• _AIM OF THE EXERCISE_
Among the lines of the records below, copy those that hold the word "North".

**** DATA EXCERPTS

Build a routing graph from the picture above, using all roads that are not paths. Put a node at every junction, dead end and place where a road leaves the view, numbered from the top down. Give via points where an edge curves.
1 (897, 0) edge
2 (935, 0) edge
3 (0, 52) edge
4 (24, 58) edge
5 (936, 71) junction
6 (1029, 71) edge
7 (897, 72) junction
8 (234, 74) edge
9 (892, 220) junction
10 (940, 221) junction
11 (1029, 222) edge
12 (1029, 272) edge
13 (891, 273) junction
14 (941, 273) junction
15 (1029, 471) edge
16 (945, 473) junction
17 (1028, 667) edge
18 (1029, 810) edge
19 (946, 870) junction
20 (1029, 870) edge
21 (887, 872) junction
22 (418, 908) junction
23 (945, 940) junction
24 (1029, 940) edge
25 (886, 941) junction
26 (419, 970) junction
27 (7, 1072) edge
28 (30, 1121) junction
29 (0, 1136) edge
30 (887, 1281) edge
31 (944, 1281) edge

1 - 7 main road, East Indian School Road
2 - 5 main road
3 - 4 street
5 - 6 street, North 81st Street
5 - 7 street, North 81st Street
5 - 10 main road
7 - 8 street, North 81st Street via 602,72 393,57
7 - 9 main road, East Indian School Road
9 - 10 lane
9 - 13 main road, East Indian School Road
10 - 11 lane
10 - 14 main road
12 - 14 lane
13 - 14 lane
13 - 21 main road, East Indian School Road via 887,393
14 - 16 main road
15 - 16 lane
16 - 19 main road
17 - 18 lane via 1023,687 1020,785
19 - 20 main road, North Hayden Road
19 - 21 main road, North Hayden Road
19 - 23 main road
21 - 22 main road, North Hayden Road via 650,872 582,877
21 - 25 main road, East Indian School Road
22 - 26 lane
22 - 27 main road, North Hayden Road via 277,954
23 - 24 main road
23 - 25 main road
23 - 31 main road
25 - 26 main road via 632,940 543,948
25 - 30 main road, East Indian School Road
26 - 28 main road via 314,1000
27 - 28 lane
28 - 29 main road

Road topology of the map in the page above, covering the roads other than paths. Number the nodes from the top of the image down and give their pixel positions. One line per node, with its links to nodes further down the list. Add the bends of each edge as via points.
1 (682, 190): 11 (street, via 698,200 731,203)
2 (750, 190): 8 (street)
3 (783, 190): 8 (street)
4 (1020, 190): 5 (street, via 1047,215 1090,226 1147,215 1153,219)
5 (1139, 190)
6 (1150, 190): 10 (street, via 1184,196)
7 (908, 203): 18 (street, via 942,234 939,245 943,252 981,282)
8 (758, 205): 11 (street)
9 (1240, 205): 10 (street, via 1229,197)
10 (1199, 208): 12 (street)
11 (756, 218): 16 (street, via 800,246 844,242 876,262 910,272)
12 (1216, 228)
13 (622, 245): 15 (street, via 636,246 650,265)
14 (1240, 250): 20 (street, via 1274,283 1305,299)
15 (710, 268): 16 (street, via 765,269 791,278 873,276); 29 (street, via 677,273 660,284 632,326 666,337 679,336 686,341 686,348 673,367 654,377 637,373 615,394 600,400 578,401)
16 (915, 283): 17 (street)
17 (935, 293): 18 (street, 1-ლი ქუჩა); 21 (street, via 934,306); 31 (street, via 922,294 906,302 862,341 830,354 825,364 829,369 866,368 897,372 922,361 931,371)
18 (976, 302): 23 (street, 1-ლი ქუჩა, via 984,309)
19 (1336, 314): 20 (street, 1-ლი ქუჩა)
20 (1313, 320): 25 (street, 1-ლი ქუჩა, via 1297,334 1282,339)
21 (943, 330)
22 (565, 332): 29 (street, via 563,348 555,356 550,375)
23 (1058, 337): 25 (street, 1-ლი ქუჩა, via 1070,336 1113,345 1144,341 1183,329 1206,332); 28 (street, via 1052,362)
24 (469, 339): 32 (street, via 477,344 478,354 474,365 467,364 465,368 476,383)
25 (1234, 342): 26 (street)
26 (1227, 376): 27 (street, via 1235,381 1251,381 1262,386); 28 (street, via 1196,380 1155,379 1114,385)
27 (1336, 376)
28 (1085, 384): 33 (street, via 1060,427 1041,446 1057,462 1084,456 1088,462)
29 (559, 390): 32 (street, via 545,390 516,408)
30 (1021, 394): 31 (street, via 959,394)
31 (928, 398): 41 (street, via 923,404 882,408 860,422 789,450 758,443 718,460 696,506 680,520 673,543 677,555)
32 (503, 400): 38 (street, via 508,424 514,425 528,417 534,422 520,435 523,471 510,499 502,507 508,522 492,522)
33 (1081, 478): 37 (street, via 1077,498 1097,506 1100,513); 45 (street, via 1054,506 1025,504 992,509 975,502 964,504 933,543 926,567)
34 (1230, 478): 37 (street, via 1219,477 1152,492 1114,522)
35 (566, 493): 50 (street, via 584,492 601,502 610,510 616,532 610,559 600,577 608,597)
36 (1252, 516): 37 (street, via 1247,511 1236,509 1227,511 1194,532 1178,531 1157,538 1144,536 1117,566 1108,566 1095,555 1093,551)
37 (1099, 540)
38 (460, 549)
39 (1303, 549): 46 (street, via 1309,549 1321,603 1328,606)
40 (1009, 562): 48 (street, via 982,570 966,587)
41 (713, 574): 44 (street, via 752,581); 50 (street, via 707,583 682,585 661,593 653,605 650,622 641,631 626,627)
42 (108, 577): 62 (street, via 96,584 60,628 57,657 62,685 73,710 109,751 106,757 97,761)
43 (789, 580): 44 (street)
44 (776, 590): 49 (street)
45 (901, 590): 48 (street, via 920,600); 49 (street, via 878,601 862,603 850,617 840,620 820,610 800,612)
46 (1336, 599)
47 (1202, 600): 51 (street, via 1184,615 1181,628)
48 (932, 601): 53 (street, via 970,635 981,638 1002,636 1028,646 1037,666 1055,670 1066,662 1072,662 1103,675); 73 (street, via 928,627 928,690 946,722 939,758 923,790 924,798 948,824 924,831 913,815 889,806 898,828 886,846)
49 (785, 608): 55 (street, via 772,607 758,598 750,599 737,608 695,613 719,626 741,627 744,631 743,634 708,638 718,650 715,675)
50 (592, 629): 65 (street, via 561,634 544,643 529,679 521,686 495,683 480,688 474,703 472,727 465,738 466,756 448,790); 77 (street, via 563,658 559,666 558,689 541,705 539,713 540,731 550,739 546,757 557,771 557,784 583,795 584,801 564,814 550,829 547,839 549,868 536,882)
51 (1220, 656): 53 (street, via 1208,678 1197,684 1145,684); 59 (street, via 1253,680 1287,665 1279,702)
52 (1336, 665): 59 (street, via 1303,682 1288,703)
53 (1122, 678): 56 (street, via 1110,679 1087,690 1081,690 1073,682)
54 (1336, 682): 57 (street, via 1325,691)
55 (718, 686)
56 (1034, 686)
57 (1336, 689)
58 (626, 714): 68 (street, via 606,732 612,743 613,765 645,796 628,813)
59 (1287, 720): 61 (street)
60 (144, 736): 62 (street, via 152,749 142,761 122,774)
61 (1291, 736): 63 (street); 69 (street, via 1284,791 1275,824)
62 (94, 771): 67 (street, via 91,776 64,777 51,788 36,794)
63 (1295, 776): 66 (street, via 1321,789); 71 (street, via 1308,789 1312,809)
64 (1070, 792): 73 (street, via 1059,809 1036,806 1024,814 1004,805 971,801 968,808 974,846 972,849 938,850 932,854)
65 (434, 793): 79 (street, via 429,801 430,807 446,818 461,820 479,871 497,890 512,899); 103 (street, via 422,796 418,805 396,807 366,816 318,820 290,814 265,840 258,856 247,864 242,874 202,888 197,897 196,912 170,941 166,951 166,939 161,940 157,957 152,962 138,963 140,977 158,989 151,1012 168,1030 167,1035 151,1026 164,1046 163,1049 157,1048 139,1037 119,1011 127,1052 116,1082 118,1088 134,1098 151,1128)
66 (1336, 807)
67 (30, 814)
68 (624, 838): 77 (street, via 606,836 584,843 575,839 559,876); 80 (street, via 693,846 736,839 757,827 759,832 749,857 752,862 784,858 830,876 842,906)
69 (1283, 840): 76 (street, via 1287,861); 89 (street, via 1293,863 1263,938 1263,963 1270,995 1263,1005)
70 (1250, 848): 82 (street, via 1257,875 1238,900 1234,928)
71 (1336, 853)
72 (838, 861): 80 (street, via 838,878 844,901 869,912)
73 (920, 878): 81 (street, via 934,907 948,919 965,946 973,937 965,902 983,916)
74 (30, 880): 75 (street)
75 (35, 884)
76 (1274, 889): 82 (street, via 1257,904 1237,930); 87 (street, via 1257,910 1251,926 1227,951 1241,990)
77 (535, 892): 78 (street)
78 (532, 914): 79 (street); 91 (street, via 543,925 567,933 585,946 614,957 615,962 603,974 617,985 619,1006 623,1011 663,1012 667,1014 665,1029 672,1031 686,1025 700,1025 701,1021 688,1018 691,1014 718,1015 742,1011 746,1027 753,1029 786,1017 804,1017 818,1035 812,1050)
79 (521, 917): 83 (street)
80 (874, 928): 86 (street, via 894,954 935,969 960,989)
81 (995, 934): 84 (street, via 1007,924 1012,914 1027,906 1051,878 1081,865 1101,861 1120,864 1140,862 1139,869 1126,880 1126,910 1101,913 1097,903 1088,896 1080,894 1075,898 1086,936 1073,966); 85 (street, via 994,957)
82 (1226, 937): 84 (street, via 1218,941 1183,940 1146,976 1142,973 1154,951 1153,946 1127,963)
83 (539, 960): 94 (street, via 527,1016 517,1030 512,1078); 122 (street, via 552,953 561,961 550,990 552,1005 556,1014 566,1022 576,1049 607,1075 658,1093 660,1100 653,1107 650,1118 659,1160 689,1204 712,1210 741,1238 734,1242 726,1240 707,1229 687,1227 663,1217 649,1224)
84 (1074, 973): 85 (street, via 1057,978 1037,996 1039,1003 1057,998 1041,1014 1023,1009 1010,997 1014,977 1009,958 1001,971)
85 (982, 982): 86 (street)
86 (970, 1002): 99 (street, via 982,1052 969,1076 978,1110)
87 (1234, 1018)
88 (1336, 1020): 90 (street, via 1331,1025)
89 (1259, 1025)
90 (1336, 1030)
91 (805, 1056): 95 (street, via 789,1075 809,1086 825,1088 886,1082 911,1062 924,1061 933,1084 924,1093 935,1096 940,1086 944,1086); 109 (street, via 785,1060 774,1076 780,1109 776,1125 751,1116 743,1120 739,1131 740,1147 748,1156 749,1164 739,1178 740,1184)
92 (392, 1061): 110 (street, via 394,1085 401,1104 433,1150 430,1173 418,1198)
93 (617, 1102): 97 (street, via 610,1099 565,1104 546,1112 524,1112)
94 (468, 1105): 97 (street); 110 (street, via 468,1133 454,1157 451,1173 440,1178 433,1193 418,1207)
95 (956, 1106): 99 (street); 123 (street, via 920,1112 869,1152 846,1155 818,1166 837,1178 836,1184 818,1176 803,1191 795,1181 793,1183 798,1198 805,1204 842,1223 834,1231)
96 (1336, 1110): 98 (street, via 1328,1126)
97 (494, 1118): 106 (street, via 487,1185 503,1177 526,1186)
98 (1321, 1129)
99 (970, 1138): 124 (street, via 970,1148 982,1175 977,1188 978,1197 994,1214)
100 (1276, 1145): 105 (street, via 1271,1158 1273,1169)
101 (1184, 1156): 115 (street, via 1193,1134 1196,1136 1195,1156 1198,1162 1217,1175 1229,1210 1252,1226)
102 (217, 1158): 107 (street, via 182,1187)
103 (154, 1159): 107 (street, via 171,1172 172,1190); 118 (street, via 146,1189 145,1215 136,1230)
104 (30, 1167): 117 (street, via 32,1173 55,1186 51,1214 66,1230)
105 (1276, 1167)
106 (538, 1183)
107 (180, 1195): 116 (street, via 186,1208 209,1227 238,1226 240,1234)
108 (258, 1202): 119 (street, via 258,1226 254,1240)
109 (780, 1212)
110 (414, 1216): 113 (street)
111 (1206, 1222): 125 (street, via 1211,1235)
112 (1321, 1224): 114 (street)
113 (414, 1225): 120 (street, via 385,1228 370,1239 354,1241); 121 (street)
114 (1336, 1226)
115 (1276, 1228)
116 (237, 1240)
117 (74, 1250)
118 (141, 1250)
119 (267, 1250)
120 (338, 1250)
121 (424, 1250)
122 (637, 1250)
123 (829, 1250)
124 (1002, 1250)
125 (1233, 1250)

********

• _RESULT BELOW_
5 - 6 street, North 81st Street
5 - 7 street, North 81st Street
7 - 8 street, North 81st Street via 602,72 393,57
19 - 20 main road, North Hayden Road
19 - 21 main road, North Hayden Road
21 - 22 main road, North Hayden Road via 650,872 582,877
22 - 27 main road, North Hayden Road via 277,954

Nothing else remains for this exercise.